▶ [TASK DETAILS]: Below are records to retype exactly, except for the pictures.

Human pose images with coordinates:
============================================================
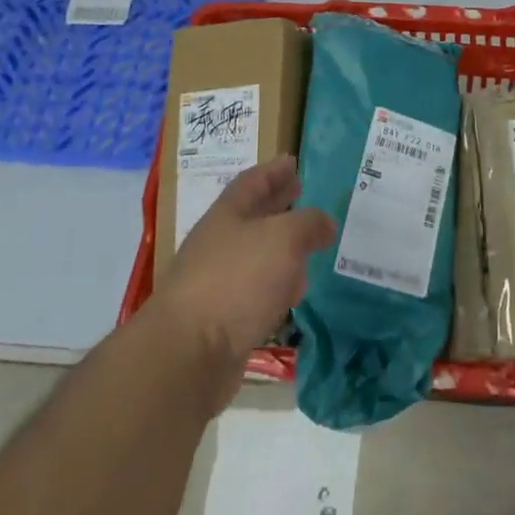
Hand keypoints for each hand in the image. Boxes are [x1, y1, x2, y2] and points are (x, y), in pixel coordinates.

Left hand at [152, 157, 336, 411]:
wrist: (188, 354)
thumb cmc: (237, 280)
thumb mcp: (283, 239)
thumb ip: (308, 224)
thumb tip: (325, 223)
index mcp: (228, 214)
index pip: (252, 182)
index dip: (274, 170)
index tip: (293, 161)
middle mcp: (220, 243)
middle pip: (252, 216)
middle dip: (278, 204)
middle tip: (302, 194)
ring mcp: (218, 282)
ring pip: (256, 255)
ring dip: (281, 249)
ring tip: (307, 245)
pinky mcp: (222, 319)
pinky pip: (256, 292)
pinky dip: (276, 286)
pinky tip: (292, 292)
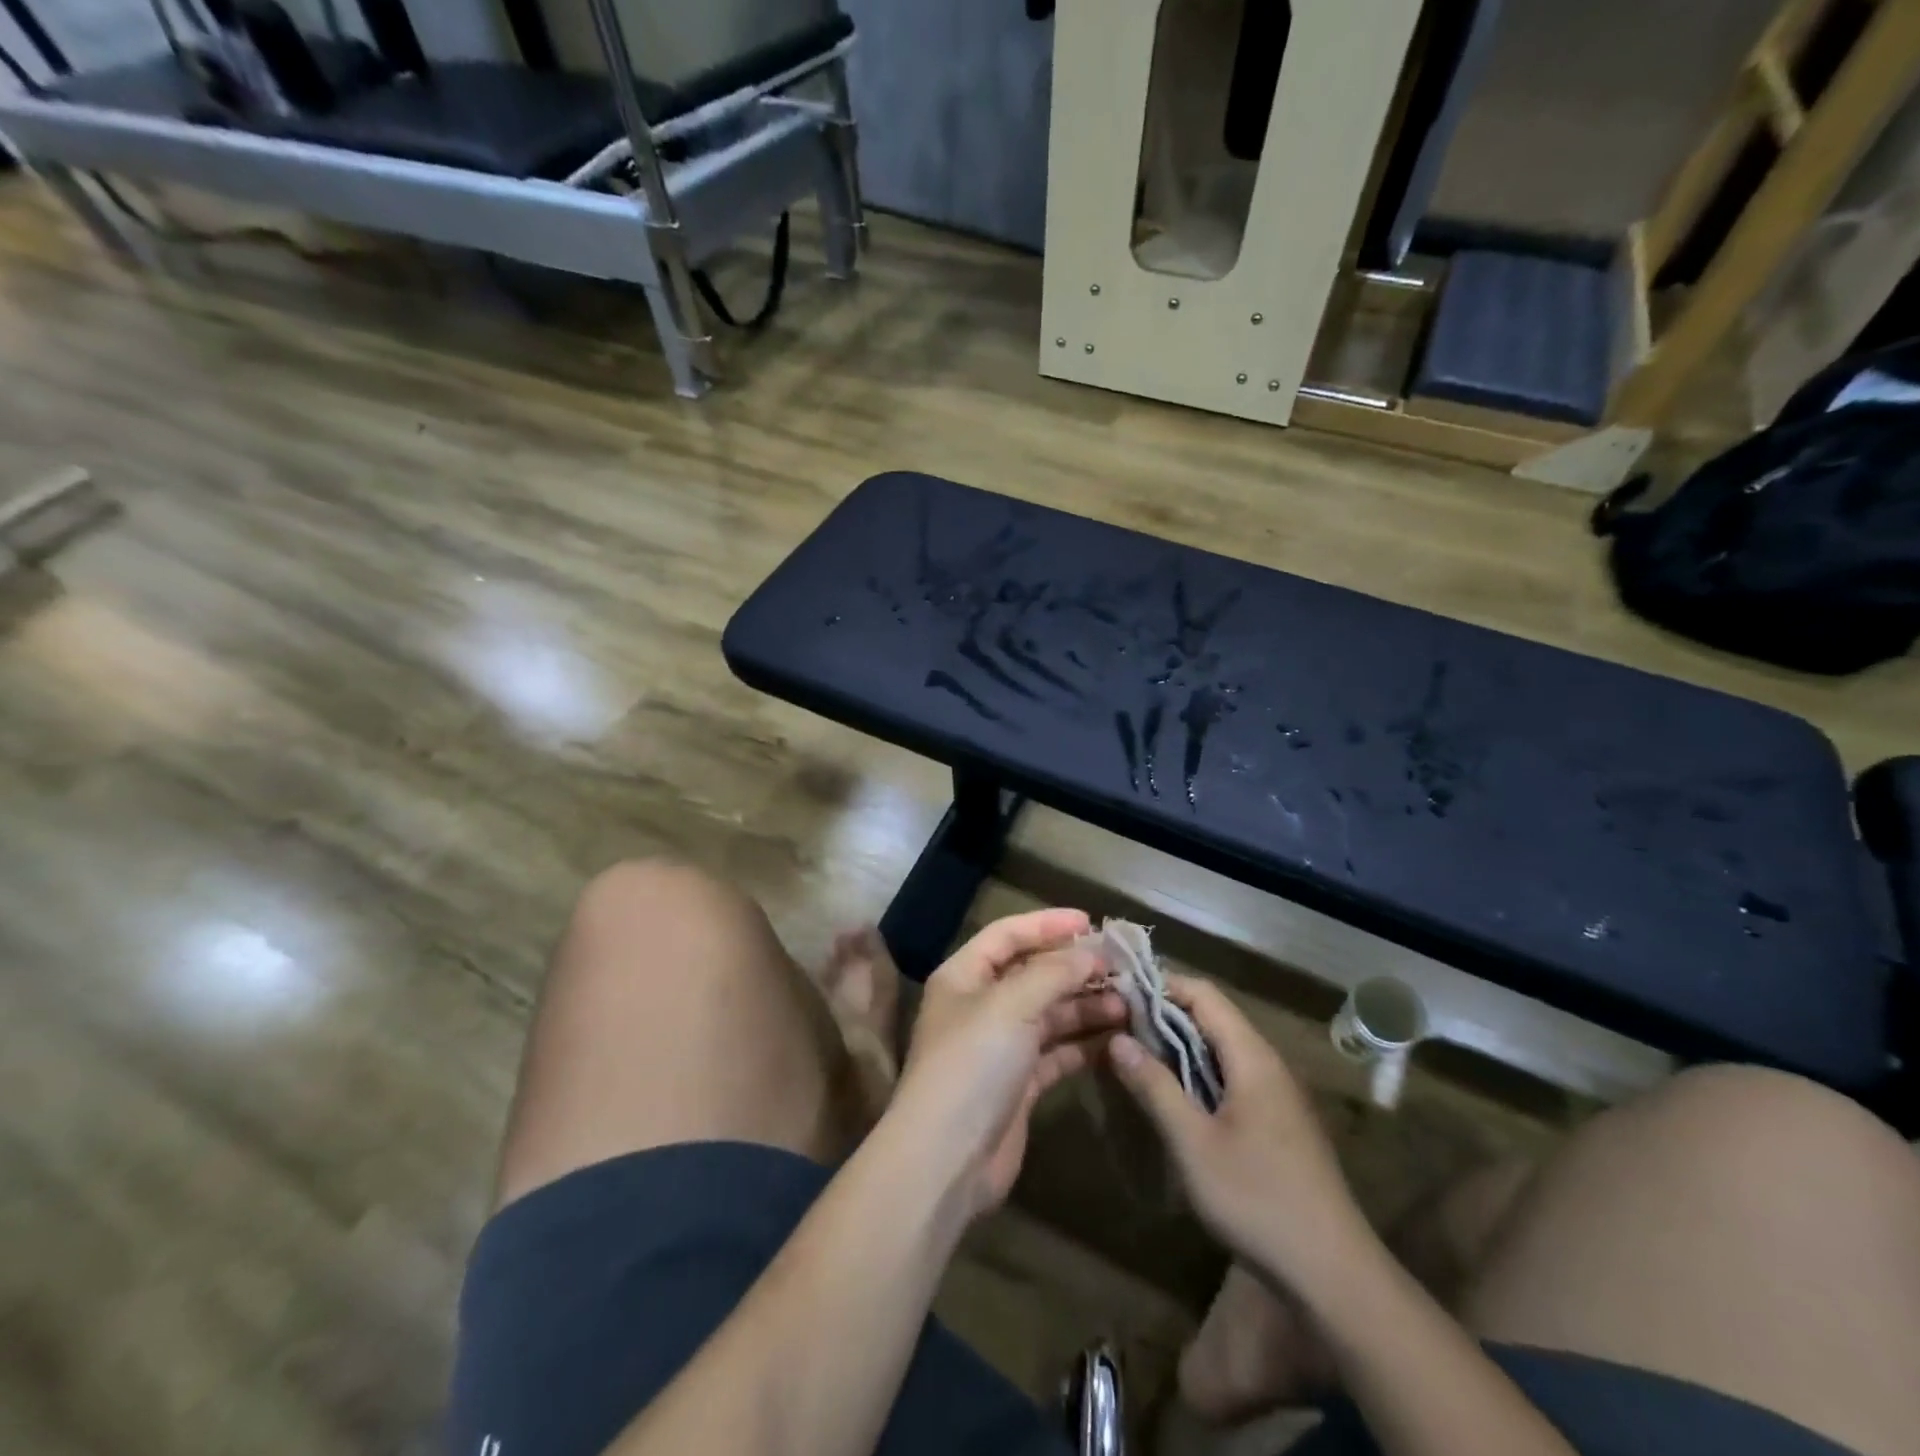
============================================================
▶ [RESPONSE BELOW]:
Hand keypoints for each hand in the image. Boxes are [x1, y1, x2, y2] and points are (x, y), in pixel coordinates.

Left hand at [152, 157, 336, 411]:
wrist: (188, 354)
thumb cmc: (237, 280)
thumb mcp: (283, 239)
thumb ip: (308, 224)
thumb tip: (325, 223)
index mcp: (228, 214)
index pip: (252, 182)
index dip: (274, 170)
index tip: (293, 161)
middle mcp: (220, 243)
middle pip: (252, 216)
middle dip: (278, 204)
middle tip: (302, 194)
ring mcp: (218, 282)
ring pip: (256, 255)
ring dip: (281, 249)
ring tip: (307, 245)
pinky mcp: (222, 319)
pinky pip: (256, 292)
pinky dip: (276, 286)
pinky tip: (292, 292)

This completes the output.